+++ Records for the task
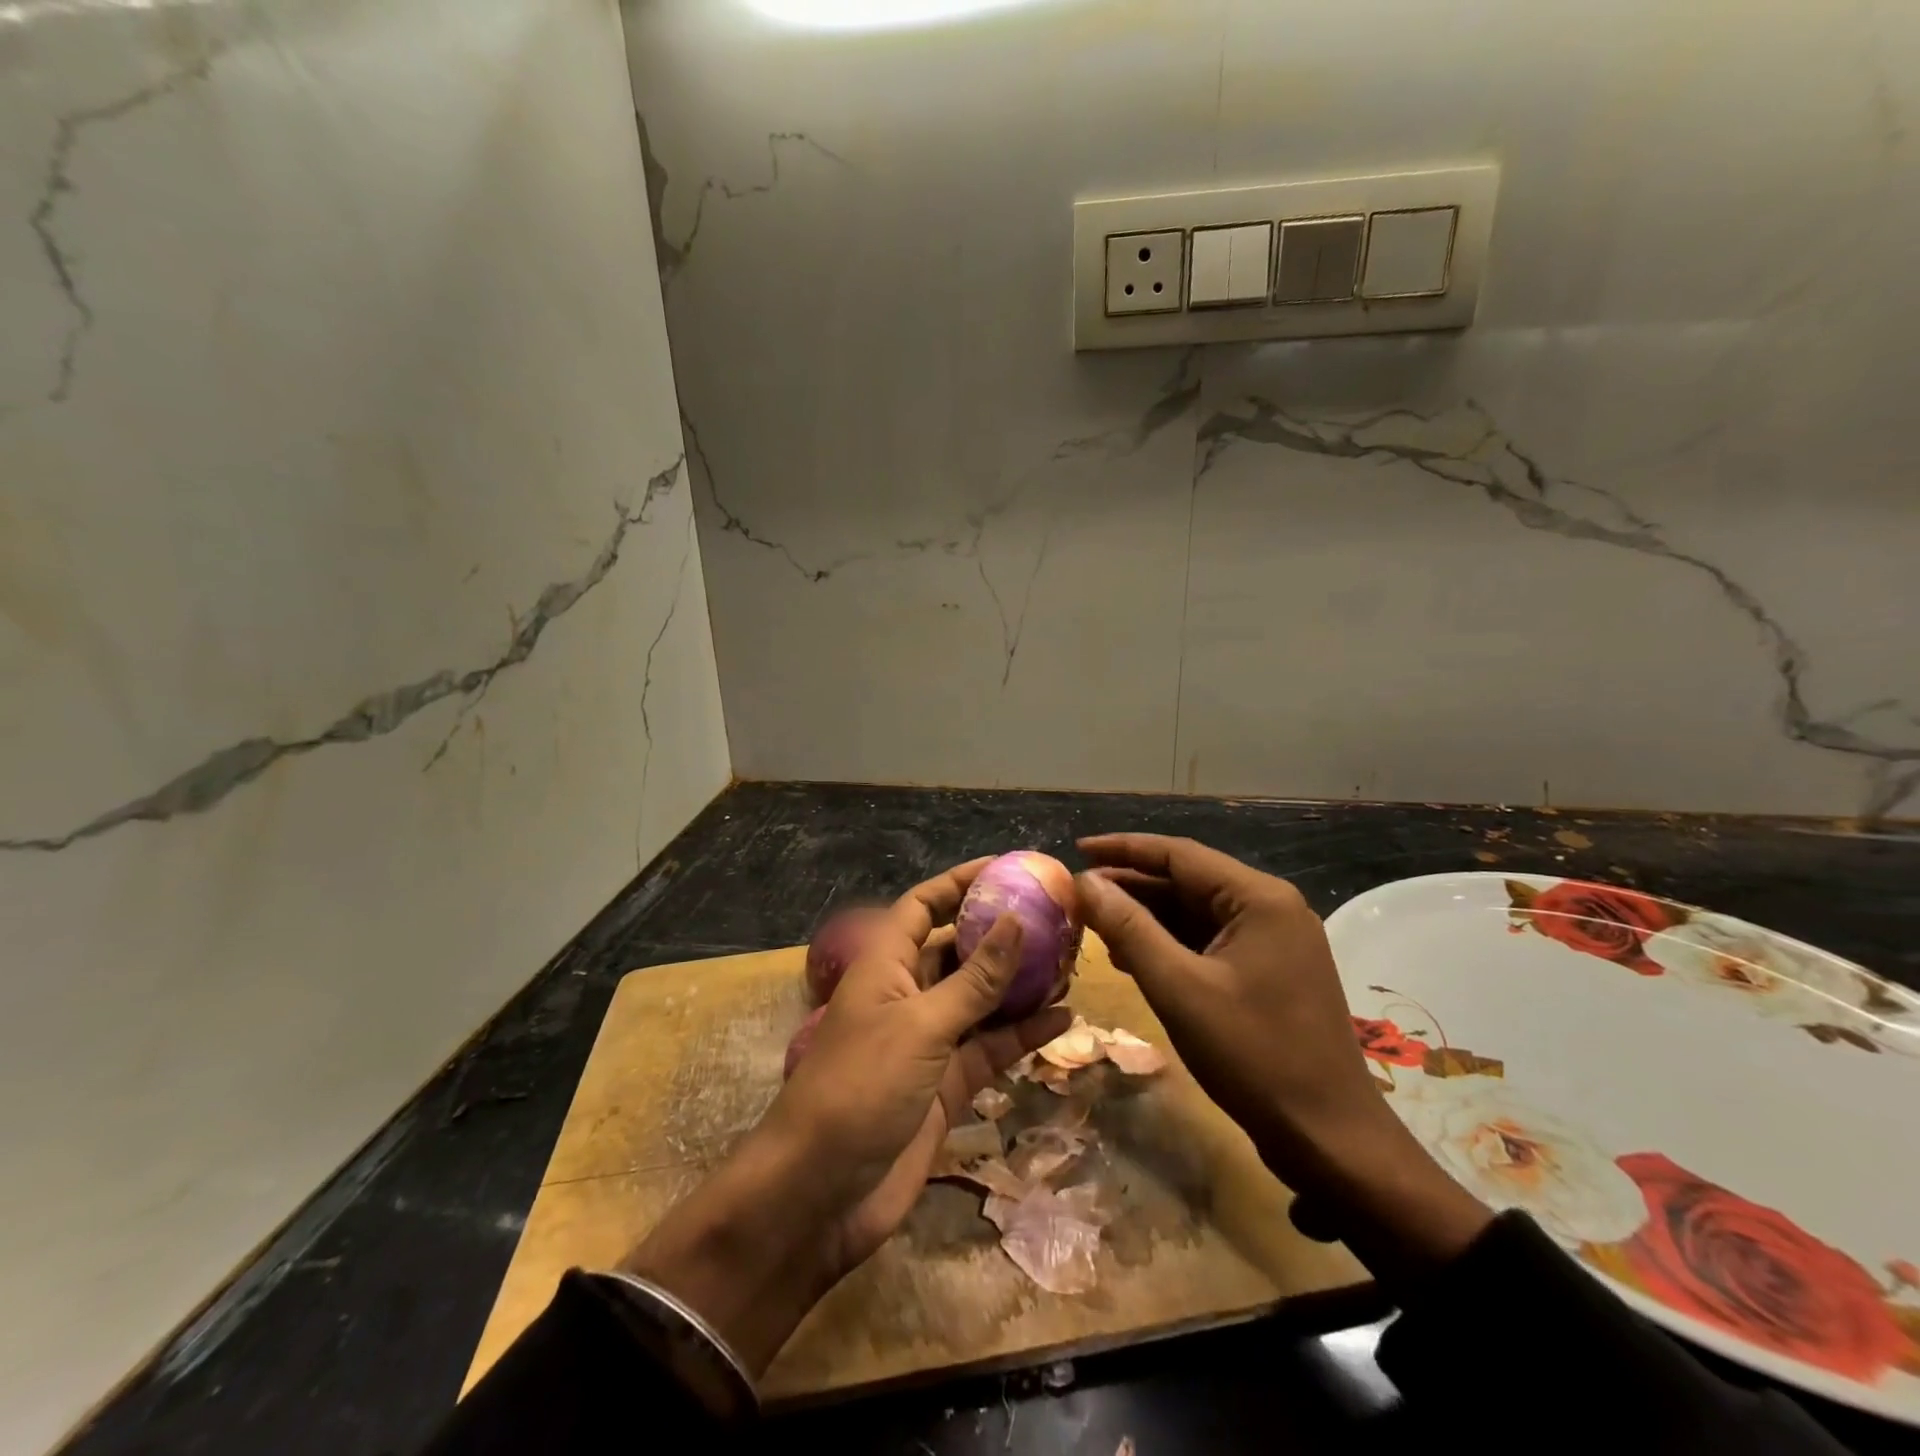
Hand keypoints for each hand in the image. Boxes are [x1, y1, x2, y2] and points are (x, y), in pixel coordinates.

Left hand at [623, 859, 1069, 1374]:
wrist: (821, 1195)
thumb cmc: (861, 1088)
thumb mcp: (921, 1025)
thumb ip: (973, 979)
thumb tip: (1015, 921)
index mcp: (885, 965)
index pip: (923, 906)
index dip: (959, 883)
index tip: (1006, 868)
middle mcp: (907, 995)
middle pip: (958, 950)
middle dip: (1001, 934)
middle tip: (1056, 920)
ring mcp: (929, 1042)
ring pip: (981, 1000)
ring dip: (1020, 984)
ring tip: (1070, 964)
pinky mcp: (946, 1085)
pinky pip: (990, 1048)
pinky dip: (1022, 1034)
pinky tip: (1063, 1020)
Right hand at [1075, 834, 1491, 1290]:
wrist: (1329, 1139)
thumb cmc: (1253, 1055)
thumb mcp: (1178, 988)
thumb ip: (1128, 928)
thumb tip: (1085, 881)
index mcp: (1259, 898)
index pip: (1179, 854)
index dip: (1122, 849)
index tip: (1077, 850)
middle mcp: (1270, 908)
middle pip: (1187, 881)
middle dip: (1131, 886)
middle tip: (1078, 894)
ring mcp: (1273, 941)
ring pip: (1196, 913)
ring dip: (1147, 917)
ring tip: (1094, 925)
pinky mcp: (1269, 972)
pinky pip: (1209, 941)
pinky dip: (1169, 944)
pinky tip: (1132, 957)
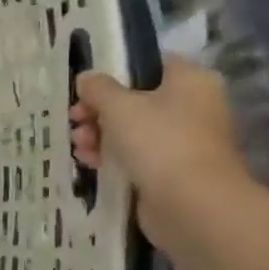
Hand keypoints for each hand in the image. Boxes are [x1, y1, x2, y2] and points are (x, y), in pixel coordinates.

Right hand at [69, 56, 249, 234]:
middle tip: (74, 118)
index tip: (86, 87)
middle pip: (136, 99)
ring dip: (100, 134)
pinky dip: (112, 156)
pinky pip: (136, 156)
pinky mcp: (172, 171)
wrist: (192, 205)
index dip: (115, 72)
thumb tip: (86, 78)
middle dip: (99, 110)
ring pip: (133, 130)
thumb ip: (98, 88)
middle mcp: (193, 107)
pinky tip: (87, 161)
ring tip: (78, 144)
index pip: (149, 65)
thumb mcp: (119, 106)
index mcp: (190, 80)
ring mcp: (184, 141)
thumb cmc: (159, 142)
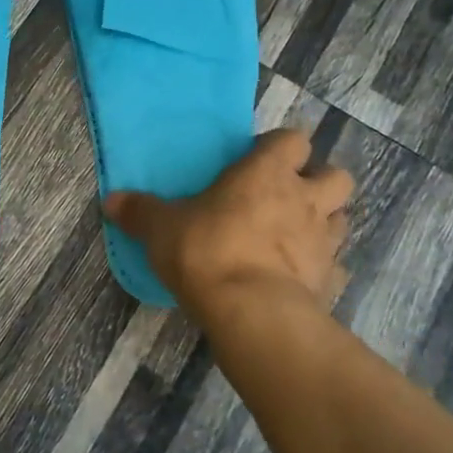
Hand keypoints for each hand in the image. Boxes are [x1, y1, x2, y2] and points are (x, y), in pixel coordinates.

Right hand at [104, 129, 351, 317]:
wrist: (251, 312)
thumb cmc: (206, 251)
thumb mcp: (160, 228)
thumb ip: (139, 211)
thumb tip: (110, 200)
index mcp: (266, 173)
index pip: (293, 139)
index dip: (279, 147)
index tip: (256, 162)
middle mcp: (304, 199)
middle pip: (337, 175)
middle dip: (318, 182)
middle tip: (286, 197)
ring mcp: (324, 242)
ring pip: (341, 218)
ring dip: (323, 222)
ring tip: (293, 236)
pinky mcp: (331, 281)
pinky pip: (335, 267)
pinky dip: (322, 269)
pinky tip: (298, 278)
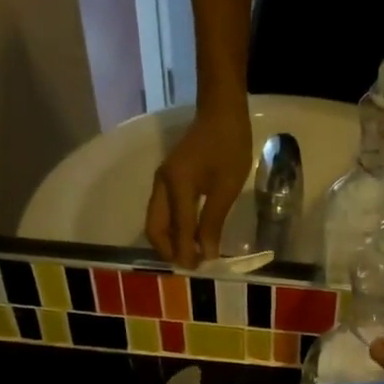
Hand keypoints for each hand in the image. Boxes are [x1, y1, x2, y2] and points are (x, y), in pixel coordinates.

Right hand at [145, 104, 251, 267]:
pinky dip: (172, 228)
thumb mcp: (226, 188)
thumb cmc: (229, 147)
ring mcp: (162, 181)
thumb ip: (213, 222)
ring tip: (188, 255)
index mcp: (176, 186)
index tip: (198, 271)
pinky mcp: (168, 178)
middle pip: (155, 228)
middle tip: (188, 266)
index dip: (186, 253)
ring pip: (156, 220)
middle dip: (168, 250)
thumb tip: (207, 254)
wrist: (221, 112)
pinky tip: (188, 236)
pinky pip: (163, 210)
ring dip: (169, 240)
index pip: (179, 229)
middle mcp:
++++++
▶ Problem: Beginning at the line above that contains "thumb mcp: (119, 106)", repeat each line exactly through the one that contains "index tip: (256, 162)", and leave out the pictures.

▶ Answer to this problem:
thumb mcp: (119, 106)
index mcp: (190, 80)
ring mcp: (184, 141)
thumb cmc: (159, 142)
Hand keypoints for each hand in the image. Boxes are [x1, y1, x2, y2] and points are (x, y), in pixel coordinates.

Right hand at [104, 129, 351, 317]:
wrist: (251, 312)
thumb cmc: (206, 251)
thumb mcp: (160, 228)
thumb ip: (139, 211)
thumb tip: (110, 200)
index mcp: (266, 173)
index pip: (293, 139)
index dip: (279, 147)
index tip: (256, 162)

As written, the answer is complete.